# What needs to be done:
Reproduce every entry exactly.

# Supplied information:
##############################
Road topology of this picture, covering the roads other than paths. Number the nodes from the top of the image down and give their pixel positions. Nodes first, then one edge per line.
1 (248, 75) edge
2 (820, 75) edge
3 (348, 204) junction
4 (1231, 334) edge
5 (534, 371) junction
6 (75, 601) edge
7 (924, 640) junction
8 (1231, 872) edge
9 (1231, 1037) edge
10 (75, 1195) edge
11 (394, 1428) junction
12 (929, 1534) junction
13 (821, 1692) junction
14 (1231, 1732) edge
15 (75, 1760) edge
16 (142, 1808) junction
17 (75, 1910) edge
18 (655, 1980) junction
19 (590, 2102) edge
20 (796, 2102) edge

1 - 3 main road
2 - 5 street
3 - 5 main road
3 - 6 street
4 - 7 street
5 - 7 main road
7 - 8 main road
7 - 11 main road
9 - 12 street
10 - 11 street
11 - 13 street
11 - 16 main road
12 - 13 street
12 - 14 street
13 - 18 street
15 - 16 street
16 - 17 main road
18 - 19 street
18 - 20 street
##############################
# Problem solution:
Road topology of this picture, covering the roads other than paths. Number the nodes from the top of the image down and give their pixel positions. Nodes first, then one edge per line.
1 (248, 75) edge
2 (820, 75) edge
3 (348, 204) junction
4 (1231, 334) edge
5 (534, 371) junction
6 (75, 601) edge
7 (924, 640) junction
8 (1231, 872) edge
9 (1231, 1037) edge
10 (75, 1195) edge
11 (394, 1428) junction
12 (929, 1534) junction
13 (821, 1692) junction
14 (1231, 1732) edge
15 (75, 1760) edge
16 (142, 1808) junction
17 (75, 1910) edge
18 (655, 1980) junction
19 (590, 2102) edge
20 (796, 2102) edge

1 - 3 main road
2 - 5 street
3 - 5 main road
3 - 6 street
4 - 7 street
5 - 7 main road
7 - 8 main road
7 - 11 main road
9 - 12 street
10 - 11 street
11 - 13 street
11 - 16 main road
12 - 13 street
12 - 14 street
13 - 18 street
15 - 16 street
16 - 17 main road
18 - 19 street
18 - 20 street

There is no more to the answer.